_Work task_
Below are records; please set down exactly the lines from the first through the one containing "ring mcp: (66, 474)".

_Data under study_
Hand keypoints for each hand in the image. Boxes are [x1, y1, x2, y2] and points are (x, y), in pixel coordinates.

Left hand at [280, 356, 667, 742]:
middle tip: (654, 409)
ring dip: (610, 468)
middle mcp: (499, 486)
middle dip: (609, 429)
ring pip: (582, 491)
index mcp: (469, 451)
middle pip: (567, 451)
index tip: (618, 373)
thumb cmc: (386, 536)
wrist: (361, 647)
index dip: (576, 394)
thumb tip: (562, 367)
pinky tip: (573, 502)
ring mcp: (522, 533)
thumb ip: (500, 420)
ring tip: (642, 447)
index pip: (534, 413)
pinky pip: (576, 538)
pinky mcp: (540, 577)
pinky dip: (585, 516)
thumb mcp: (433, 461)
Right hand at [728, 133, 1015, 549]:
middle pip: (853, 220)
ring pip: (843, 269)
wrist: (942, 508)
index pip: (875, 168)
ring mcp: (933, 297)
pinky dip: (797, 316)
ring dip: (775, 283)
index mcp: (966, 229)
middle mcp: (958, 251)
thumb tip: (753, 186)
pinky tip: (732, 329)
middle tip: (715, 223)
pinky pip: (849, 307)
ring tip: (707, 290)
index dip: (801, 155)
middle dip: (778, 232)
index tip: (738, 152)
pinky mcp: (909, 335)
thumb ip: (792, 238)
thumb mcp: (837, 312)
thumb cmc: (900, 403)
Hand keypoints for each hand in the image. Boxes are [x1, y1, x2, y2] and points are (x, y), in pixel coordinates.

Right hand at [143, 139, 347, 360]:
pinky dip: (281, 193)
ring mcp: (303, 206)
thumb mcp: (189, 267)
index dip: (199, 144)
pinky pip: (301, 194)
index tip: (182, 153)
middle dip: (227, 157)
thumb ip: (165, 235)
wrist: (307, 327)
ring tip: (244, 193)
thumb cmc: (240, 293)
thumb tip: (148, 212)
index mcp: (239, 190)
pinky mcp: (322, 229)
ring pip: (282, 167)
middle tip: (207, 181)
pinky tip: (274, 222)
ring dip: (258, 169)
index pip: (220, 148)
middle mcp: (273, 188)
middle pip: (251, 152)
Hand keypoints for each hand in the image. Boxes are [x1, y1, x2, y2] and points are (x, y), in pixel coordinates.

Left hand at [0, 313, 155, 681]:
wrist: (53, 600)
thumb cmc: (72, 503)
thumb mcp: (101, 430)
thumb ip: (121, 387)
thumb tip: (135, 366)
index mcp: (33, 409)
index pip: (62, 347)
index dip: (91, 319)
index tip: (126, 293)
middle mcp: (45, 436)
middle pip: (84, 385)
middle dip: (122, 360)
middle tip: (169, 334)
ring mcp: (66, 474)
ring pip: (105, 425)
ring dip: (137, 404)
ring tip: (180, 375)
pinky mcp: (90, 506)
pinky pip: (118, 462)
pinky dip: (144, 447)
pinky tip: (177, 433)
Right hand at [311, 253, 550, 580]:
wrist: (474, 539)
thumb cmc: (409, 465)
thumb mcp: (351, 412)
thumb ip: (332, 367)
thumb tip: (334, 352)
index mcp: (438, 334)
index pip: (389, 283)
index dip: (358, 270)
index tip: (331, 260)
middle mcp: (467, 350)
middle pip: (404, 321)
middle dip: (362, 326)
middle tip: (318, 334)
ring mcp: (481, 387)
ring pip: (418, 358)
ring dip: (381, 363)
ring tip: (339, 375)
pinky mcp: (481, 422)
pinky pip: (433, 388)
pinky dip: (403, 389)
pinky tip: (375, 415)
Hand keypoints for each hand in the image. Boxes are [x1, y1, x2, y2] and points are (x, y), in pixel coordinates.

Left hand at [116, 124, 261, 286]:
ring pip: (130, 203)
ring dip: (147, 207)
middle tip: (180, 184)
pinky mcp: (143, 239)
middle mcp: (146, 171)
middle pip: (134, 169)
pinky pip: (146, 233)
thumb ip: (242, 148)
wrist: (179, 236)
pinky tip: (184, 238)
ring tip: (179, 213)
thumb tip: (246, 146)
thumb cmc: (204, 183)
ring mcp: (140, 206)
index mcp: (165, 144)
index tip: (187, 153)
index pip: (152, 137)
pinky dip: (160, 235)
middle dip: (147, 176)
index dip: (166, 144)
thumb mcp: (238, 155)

_Exercise result_
Hand keypoints for each hand in the image. Boxes are [x1, y1, x2, y2] and points are (x, y), in pixel coordinates.

Left hand at [280, 356, 667, 742]:
middle tip: (654, 409)
ring dip: (610, 468)
middle mcp: (499, 486)
middle dip: (609, 429)
ring pip: (582, 491)
index mcp: (469, 451)
middle pip: (567, 451)
index tip: (618, 373)
thumb cmc: (386, 536)
wrist: (361, 647)
index dip: (576, 394)
thumb tip: (562, 367)
pinky tip: (573, 502)
ring mcp: (522, 533)
thumb ip: (500, 420)
ring tip: (642, 447)
index pip: (534, 413)
pinky pip: (576, 538)
pinky mcp: (540, 577)
pinky dip: (585, 516)
thumb mcp: (433, 461)
Right hand at [728, 133, 1015, 549]:
middle pip: (853, 220)
ring pip: (843, 269)
wrist: (942, 508)
index pip: (875, 168)
ring mcp: (933, 297)
pinky dip: (797, 316)
ring dip: (775, 283)
index mcp: (966, 229)
middle mcp: (958, 251)
thumb tip: (753, 186)
pinky tip: (732, 329)
middle tip: (715, 223)
pinky pip: (849, 307)
ring tip: (707, 290)
index dip: (801, 155)
middle dip: (778, 232)
index tip: (738, 152)
pinky mcp: (909, 335)
thumb ip: (792, 238)
thumb mcp: (837, 312)
thumb cmc: (900, 403)
Hand keypoints for each hand in the image. Boxes are [x1, y1, x2, y2] and points are (x, y), in pixel coordinates.

Right hand at [143, 139, 347, 360]:
pinky dip: (281, 193)
ring mcp: (303, 206)
thumb mcp: (189, 267)
index dip: (199, 144)
pinky pip: (301, 194)
index tip: (182, 153)
middle dip: (227, 157)
thumb ip: (165, 235)
wrist: (307, 327)
ring tip: (244, 193)
thumb cmc: (240, 293)
thumb tip: (148, 212)
index mcp: (239, 190)
pinky mcp: (322, 229)
ring pip: (282, 167)
middle tip: (207, 181)
pinky tip: (274, 222)
ring dip: (258, 169)
index pip: (220, 148)
middle mcp: (273, 188)
middle pip: (251, 152)
Hand keypoints for each hand in the image. Boxes are [x1, y1, x2, y2] and points are (x, y), in pixel coordinates.

Left hand at [0, 313, 155, 681]:
wrist: (53, 600)
thumb cmc: (72, 503)
thumb mcp: (101, 430)
thumb ip: (121, 387)
thumb tip: (135, 366)
index mcp: (33, 409)
index pip: (62, 347)
index dip: (91, 319)
index tip: (126, 293)
middle mcp: (45, 436)
middle pip: (84, 385)
middle dip: (122, 360)
middle tip: (169, 334)
ring mcp: (66, 474)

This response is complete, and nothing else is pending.